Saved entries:
--*--

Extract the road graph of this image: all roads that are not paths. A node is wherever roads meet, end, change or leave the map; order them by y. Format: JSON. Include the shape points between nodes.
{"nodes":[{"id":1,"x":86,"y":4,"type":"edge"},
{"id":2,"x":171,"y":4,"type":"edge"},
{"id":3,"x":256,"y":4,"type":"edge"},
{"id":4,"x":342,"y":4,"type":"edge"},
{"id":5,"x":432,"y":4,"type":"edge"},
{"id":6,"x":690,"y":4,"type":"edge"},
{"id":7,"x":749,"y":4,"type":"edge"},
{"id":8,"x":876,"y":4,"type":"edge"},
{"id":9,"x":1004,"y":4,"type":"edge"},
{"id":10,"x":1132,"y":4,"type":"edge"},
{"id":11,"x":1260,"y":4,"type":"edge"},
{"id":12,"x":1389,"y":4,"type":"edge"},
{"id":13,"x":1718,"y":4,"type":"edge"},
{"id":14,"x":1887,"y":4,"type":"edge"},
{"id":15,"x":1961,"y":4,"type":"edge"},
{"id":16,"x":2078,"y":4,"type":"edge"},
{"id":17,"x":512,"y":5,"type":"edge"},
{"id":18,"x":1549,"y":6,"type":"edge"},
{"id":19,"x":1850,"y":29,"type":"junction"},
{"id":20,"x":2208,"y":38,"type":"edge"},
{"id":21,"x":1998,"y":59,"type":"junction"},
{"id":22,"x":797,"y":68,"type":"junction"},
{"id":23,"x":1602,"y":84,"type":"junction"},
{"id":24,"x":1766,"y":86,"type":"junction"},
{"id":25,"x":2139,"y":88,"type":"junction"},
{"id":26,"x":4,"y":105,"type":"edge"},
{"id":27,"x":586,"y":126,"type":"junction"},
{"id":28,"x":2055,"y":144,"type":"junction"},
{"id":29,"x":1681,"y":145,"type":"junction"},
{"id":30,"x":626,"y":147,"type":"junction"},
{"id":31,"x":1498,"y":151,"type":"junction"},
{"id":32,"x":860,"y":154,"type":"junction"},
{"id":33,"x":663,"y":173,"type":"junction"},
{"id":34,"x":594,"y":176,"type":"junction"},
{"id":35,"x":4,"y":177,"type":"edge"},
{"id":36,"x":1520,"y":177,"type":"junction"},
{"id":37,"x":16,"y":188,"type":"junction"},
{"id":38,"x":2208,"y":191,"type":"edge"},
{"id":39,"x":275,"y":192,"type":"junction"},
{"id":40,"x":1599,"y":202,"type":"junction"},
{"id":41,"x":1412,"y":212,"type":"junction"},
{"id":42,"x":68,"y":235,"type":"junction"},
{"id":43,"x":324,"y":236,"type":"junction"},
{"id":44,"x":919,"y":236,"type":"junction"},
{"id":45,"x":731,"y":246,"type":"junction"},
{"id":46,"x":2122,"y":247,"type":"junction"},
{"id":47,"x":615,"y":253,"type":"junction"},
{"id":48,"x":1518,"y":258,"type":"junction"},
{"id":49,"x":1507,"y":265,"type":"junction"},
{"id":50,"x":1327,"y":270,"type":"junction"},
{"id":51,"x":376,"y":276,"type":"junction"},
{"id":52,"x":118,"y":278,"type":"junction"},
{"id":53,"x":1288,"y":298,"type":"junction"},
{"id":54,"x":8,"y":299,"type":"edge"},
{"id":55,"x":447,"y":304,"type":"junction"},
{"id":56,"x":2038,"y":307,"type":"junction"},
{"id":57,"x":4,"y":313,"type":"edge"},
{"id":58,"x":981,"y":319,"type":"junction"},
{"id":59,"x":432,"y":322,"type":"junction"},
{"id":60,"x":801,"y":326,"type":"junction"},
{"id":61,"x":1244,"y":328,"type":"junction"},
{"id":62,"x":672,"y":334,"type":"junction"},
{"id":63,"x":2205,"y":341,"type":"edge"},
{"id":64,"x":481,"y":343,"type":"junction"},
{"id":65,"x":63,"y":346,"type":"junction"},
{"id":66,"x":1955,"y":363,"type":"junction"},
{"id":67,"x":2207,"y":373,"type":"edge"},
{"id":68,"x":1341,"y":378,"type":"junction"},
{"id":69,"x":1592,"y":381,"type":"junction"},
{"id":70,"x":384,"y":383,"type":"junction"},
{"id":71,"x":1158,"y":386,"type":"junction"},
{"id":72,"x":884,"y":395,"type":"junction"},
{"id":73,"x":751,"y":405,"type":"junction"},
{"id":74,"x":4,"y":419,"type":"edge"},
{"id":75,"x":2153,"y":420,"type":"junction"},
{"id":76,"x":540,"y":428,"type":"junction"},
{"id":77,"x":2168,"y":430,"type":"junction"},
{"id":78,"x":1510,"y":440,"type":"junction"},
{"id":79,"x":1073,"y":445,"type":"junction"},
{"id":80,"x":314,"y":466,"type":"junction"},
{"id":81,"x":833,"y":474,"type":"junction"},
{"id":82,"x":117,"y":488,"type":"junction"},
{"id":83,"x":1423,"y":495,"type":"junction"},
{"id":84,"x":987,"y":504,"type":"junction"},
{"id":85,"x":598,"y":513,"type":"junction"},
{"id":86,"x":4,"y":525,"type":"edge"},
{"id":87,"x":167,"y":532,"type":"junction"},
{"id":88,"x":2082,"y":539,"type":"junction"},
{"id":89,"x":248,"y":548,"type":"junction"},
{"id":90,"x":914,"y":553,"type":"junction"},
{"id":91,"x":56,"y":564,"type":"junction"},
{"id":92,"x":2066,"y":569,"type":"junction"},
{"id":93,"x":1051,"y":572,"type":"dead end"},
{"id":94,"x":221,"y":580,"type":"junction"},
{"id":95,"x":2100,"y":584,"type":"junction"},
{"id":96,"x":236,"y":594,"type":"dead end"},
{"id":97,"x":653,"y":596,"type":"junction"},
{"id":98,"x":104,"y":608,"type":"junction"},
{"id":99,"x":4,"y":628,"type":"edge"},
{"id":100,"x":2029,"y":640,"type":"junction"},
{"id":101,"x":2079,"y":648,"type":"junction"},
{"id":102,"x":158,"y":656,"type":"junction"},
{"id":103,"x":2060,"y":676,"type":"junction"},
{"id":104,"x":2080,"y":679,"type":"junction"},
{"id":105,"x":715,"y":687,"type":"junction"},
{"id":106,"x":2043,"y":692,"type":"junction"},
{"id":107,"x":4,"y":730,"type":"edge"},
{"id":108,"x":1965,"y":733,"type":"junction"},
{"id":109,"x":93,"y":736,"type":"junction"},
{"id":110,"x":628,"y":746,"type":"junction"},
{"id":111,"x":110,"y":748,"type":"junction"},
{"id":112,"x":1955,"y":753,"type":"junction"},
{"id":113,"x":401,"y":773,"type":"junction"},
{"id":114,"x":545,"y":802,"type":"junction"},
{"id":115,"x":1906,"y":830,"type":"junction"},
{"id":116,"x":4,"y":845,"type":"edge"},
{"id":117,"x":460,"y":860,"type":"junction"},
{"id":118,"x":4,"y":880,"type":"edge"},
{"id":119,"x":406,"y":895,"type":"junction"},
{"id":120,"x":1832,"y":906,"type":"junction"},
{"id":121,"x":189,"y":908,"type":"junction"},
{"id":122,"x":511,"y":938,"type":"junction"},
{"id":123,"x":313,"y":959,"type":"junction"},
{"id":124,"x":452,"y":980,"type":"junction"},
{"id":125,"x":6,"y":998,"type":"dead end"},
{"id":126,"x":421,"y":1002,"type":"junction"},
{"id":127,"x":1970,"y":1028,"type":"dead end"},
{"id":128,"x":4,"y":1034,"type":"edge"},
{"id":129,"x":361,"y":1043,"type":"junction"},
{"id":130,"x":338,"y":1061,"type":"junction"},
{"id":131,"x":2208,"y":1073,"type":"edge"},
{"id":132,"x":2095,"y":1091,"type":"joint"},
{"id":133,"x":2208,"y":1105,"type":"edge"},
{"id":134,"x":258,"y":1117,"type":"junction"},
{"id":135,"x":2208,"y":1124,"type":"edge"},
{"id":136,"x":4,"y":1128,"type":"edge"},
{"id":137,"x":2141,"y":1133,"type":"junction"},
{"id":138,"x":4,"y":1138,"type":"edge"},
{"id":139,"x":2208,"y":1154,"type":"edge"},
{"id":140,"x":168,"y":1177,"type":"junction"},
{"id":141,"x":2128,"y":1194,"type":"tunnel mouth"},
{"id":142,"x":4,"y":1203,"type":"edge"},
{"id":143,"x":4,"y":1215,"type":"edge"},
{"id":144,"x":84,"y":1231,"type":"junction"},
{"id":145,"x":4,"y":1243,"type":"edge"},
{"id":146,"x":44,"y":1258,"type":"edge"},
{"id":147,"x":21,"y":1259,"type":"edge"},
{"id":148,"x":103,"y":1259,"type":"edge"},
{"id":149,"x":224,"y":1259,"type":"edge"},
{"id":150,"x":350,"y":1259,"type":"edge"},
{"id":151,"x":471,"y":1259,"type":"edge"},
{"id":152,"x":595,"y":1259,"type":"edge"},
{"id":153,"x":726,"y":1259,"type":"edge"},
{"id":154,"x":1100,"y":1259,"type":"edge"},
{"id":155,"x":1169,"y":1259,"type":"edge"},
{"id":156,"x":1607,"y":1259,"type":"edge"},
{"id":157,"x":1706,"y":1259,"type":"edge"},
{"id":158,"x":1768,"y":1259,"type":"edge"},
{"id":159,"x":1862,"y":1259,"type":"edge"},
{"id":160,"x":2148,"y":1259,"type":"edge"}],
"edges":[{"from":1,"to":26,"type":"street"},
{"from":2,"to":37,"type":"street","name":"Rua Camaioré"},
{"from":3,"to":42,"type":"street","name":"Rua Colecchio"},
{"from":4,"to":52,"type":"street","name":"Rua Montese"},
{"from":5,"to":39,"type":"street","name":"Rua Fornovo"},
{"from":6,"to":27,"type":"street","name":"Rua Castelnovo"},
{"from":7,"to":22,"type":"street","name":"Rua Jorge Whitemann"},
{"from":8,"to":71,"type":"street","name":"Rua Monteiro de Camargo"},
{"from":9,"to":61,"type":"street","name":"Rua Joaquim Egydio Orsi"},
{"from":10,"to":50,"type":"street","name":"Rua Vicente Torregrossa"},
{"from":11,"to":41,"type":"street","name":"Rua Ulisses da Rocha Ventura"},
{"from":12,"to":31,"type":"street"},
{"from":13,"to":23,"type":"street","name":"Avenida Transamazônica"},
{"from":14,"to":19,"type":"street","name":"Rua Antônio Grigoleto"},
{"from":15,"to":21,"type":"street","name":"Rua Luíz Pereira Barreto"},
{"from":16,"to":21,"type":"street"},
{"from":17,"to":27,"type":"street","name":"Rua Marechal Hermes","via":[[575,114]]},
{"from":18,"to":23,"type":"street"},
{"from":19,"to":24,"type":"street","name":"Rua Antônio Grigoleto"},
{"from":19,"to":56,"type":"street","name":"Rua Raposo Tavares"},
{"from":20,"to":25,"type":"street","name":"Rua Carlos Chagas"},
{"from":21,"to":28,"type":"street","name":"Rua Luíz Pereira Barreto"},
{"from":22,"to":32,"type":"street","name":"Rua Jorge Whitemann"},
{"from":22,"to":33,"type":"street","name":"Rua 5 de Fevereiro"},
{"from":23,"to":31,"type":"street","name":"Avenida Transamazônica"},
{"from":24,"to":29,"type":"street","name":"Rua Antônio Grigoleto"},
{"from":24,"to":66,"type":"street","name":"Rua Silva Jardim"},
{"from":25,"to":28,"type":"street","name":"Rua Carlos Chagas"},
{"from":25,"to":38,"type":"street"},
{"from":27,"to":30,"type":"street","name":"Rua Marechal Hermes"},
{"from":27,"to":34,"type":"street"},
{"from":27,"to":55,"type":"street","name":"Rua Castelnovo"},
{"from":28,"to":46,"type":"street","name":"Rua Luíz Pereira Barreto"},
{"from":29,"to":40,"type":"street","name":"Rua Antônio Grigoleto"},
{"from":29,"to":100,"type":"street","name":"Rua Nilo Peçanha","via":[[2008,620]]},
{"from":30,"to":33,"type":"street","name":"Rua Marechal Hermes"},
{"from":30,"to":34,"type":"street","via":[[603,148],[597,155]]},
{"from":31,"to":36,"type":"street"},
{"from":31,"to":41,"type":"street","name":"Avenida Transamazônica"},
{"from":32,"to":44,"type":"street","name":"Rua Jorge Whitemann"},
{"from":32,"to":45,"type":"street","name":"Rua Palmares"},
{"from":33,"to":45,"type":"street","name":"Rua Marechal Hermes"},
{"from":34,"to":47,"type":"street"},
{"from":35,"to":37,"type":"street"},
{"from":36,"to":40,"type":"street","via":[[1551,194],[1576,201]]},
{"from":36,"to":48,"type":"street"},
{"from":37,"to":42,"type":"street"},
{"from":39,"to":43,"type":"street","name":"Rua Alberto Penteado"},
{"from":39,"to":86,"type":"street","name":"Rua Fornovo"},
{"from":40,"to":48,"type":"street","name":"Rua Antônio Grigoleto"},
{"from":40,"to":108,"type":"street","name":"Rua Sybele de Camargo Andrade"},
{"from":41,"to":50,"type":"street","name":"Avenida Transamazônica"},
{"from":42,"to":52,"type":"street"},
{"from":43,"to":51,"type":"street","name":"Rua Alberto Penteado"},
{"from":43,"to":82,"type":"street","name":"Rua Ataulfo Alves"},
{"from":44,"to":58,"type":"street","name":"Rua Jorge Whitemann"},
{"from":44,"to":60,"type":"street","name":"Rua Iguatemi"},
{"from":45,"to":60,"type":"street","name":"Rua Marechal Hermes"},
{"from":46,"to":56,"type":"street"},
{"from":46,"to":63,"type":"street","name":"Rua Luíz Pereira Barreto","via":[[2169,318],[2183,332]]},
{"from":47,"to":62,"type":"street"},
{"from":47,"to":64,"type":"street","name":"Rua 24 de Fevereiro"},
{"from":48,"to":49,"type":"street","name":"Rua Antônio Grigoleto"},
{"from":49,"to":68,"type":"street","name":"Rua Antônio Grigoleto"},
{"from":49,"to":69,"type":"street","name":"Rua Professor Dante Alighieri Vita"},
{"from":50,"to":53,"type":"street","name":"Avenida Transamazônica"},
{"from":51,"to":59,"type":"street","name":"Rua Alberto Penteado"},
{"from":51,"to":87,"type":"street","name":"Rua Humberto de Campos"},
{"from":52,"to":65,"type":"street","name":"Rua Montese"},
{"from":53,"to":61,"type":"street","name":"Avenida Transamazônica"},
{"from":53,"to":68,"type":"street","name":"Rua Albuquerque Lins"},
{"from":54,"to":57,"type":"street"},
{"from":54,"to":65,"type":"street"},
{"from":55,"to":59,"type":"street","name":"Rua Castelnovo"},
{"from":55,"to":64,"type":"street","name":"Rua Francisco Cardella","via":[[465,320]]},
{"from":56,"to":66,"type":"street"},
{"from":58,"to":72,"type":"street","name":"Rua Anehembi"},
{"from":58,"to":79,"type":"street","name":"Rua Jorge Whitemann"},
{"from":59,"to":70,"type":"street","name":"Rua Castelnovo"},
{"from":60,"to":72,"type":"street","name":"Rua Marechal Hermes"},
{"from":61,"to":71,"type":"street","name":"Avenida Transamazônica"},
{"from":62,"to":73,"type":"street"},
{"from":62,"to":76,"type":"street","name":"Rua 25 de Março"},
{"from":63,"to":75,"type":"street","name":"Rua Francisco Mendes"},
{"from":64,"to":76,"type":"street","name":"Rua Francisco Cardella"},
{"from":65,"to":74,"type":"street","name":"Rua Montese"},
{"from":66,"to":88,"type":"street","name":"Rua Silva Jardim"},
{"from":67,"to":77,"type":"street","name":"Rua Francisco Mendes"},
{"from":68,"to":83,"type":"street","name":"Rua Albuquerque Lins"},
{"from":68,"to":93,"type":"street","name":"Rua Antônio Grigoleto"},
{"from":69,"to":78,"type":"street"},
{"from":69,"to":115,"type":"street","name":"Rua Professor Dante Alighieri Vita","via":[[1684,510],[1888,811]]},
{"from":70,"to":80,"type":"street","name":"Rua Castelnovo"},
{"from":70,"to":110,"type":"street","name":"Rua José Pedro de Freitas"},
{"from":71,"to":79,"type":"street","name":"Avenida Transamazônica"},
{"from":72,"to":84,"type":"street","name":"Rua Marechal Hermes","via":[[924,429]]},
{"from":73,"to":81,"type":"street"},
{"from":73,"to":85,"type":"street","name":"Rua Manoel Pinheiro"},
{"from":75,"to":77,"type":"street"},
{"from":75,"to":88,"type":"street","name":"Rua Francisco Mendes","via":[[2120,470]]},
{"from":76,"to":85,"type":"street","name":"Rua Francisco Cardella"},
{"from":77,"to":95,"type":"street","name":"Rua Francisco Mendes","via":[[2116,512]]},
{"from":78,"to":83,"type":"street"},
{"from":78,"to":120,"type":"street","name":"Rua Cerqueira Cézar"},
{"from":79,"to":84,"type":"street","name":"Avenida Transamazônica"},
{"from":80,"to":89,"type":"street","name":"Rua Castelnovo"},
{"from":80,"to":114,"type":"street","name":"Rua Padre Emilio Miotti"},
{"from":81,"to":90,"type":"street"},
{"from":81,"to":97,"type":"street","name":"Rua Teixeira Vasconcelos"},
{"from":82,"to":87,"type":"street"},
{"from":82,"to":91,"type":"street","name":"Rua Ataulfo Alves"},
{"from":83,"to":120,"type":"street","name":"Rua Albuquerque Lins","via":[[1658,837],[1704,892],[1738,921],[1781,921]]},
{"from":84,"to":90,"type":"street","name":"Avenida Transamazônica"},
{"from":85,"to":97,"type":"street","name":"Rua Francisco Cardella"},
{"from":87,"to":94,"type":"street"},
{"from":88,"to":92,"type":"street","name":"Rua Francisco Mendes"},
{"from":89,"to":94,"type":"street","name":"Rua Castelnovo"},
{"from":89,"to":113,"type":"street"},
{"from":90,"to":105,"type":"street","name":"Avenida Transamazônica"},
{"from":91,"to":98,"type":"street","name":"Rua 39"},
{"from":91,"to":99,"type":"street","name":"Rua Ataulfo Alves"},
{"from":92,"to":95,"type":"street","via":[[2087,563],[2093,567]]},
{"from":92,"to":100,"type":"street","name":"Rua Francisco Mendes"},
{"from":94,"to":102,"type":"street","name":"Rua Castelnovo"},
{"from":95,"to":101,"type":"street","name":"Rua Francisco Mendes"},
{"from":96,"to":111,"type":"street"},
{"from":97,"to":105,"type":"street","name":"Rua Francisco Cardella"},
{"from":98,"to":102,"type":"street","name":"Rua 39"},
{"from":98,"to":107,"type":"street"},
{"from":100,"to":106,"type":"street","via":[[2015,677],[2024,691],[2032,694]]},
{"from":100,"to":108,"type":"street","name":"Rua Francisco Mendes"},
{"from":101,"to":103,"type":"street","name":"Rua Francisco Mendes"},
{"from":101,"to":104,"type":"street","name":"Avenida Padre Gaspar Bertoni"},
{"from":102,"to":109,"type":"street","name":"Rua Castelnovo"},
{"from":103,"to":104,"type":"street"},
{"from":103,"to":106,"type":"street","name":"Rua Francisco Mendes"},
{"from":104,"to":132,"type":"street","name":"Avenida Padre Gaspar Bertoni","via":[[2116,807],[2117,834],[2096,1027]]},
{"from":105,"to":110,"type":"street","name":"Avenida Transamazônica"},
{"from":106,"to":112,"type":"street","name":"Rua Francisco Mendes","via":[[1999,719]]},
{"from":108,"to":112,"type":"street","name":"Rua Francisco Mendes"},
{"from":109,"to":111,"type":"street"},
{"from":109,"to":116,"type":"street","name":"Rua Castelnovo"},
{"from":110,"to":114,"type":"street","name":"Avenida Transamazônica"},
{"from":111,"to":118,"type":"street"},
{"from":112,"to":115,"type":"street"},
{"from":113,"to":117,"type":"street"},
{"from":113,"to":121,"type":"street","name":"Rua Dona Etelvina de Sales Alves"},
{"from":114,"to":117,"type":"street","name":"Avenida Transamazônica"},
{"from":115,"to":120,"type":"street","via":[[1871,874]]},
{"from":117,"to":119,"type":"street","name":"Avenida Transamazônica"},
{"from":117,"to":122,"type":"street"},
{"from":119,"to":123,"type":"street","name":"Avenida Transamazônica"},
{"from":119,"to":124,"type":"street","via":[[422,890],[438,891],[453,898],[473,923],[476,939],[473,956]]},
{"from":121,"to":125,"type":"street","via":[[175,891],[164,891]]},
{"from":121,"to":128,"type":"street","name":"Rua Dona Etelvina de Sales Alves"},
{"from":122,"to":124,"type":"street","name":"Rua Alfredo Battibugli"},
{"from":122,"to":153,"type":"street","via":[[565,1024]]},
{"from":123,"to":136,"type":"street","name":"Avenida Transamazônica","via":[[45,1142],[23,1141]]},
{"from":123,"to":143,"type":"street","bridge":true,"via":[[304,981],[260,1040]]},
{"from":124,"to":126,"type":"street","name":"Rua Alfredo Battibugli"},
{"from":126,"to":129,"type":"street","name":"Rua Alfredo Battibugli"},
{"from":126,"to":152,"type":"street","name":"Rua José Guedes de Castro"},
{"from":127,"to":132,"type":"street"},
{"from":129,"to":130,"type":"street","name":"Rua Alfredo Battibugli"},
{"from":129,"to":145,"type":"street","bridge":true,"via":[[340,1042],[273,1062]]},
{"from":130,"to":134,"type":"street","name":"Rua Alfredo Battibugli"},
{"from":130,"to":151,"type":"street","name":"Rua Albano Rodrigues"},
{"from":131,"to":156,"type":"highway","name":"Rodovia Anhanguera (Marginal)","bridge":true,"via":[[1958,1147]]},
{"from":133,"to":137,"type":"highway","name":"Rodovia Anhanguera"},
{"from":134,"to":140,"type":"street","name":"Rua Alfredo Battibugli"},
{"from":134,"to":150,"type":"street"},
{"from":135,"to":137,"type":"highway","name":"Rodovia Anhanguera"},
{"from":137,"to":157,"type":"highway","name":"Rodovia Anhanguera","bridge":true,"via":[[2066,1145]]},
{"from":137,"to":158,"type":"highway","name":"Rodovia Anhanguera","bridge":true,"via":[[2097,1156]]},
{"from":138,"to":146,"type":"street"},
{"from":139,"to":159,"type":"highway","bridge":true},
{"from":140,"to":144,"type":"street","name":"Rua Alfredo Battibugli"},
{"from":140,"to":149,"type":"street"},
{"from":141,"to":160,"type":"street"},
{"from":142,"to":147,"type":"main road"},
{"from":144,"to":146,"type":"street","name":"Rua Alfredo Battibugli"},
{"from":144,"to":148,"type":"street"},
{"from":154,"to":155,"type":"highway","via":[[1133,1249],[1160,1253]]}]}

--*--

* [THE PROBLEM]
Please go through the entries and show every line with the word "Albuquerque".

* [REPLY TO THE TASK]
{"from":53,"to":68,"type":"street","name":"Rua Albuquerque Lins"},
{"from":68,"to":83,"type":"street","name":"Rua Albuquerque Lins"},
{"from":83,"to":120,"type":"street","name":"Rua Albuquerque Lins","via":[[1658,837],[1704,892],[1738,921],[1781,921]]},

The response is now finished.